Assignment: Filter the data for lines with the word "ring" and copy those lines.

Task input:
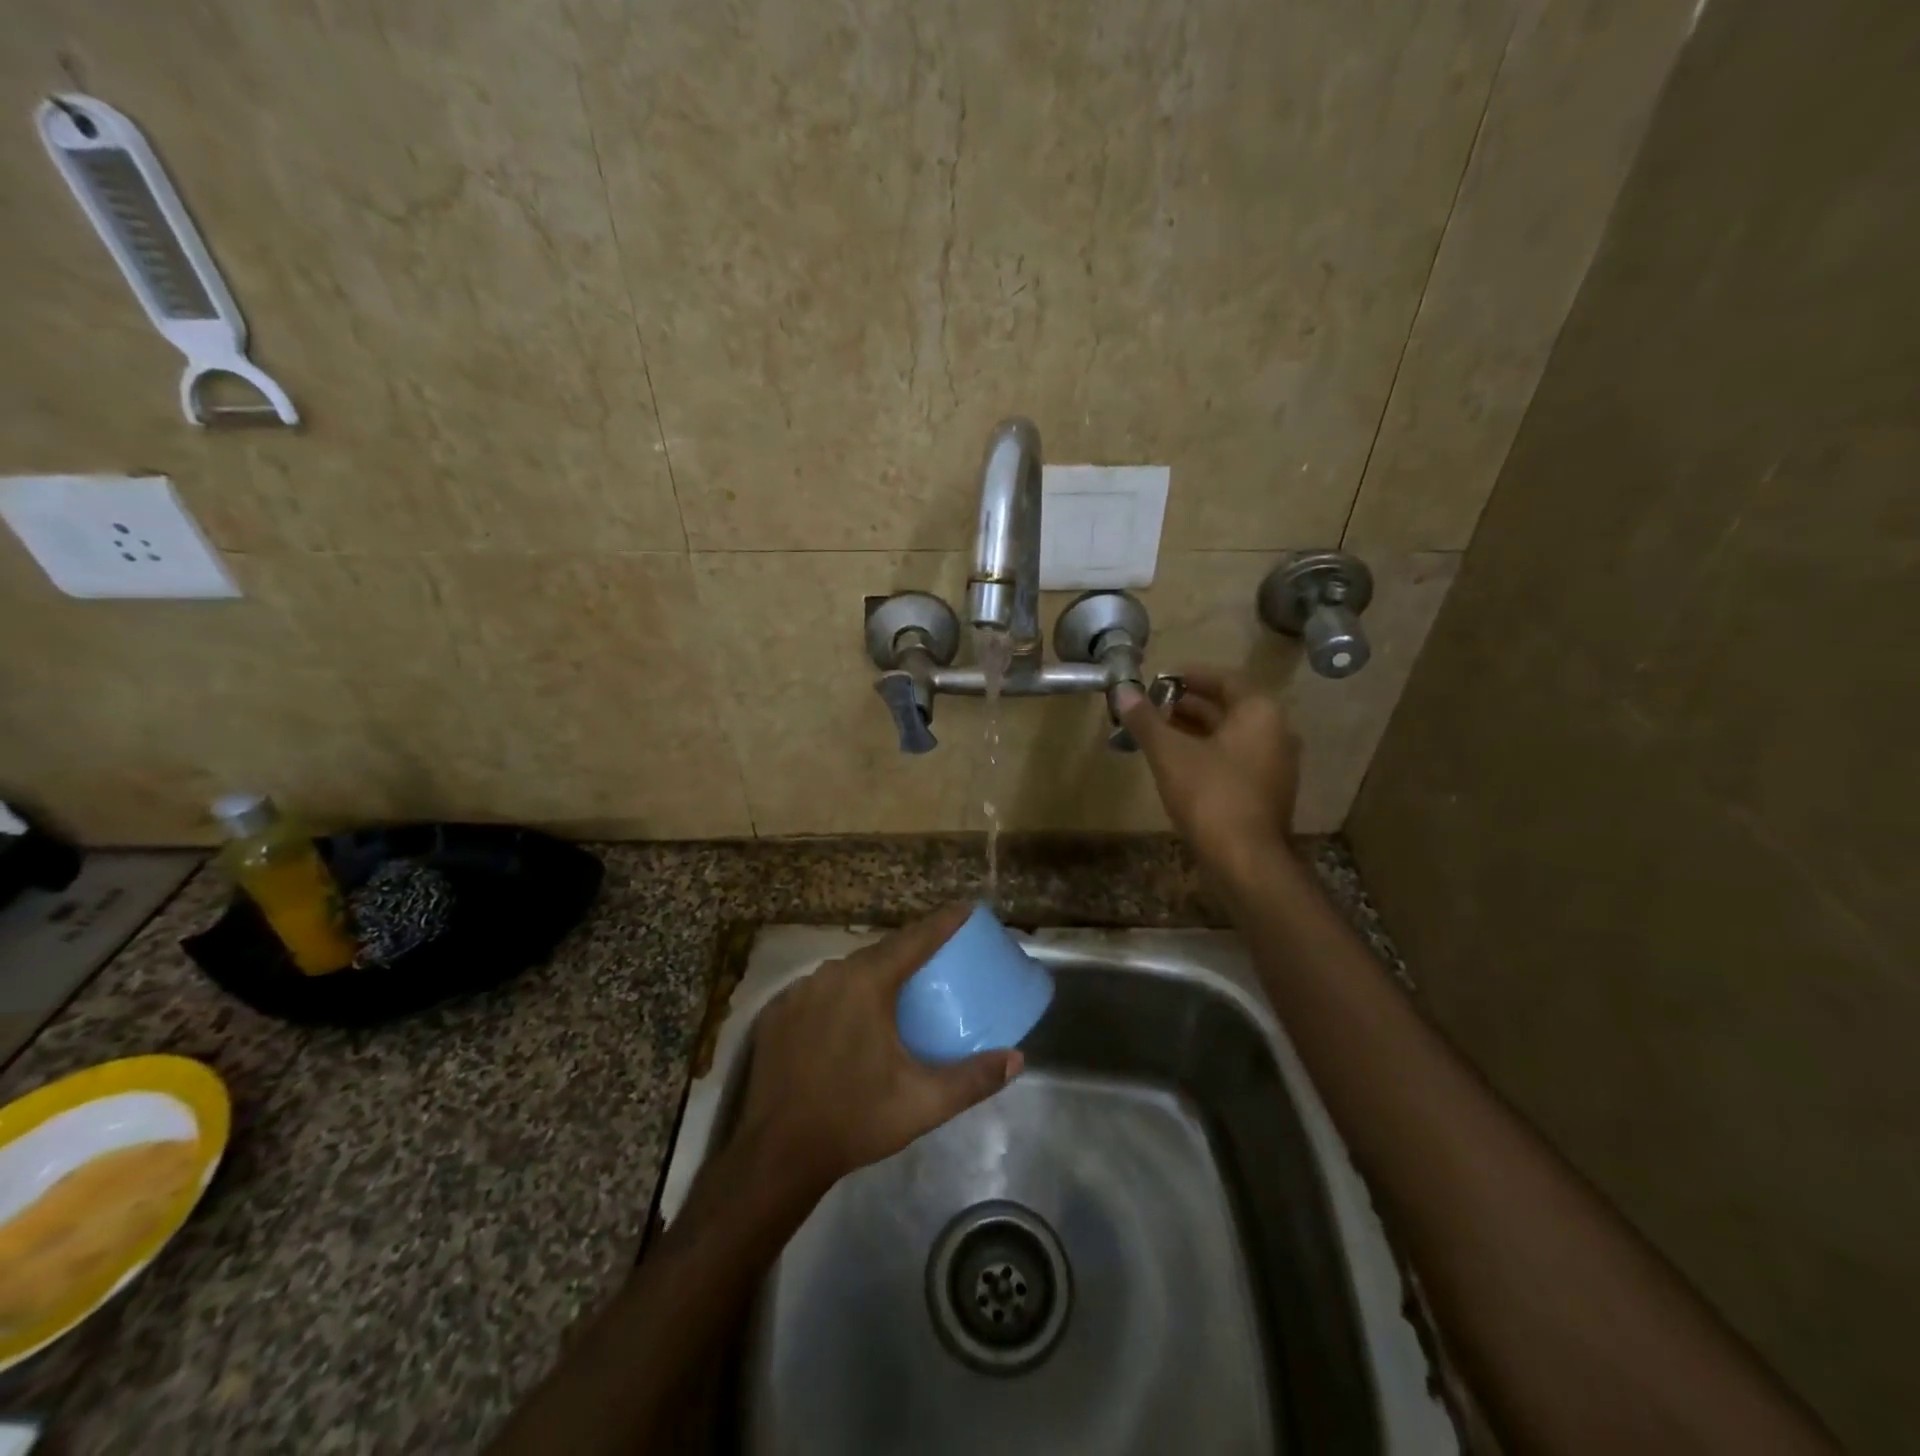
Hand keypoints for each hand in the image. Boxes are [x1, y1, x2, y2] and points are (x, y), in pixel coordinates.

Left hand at [735, 905, 1021, 1195]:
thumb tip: (1017, 1059)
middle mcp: (830, 975)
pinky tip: (845, 1019)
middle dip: (908, 951)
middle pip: (878, 953)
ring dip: (871, 975)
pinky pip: (816, 992)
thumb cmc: (855, 1120)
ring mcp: (797, 992)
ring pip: (845, 972)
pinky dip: (837, 997)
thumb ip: (973, 1079)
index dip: (943, 922)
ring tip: (893, 990)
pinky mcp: (775, 1014)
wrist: (777, 1155)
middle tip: (935, 958)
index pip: (914, 940)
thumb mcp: (923, 1103)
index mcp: (868, 984)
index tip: (965, 909)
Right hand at [1116, 666, 1300, 877]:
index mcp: (1260, 712)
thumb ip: (1146, 719)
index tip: (1159, 679)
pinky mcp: (1265, 792)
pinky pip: (1233, 758)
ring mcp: (1273, 764)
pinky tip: (1175, 763)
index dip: (1189, 676)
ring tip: (1155, 732)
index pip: (1225, 679)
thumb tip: (1123, 689)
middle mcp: (1275, 732)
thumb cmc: (1210, 795)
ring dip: (1194, 730)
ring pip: (1229, 735)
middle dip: (1187, 704)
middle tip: (1151, 706)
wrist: (1246, 860)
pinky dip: (1205, 753)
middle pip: (1227, 707)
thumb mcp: (1170, 753)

Answer to this task:
ring dip: (871, 975)
ring mcp: (797, 992)
ring pip: (845, 972)
ring tip: (893, 990)
ring mcp: (1273, 764)
ring tip: (1155, 732)
ring dip: (1194, 730)
ring pip: (1229, 735)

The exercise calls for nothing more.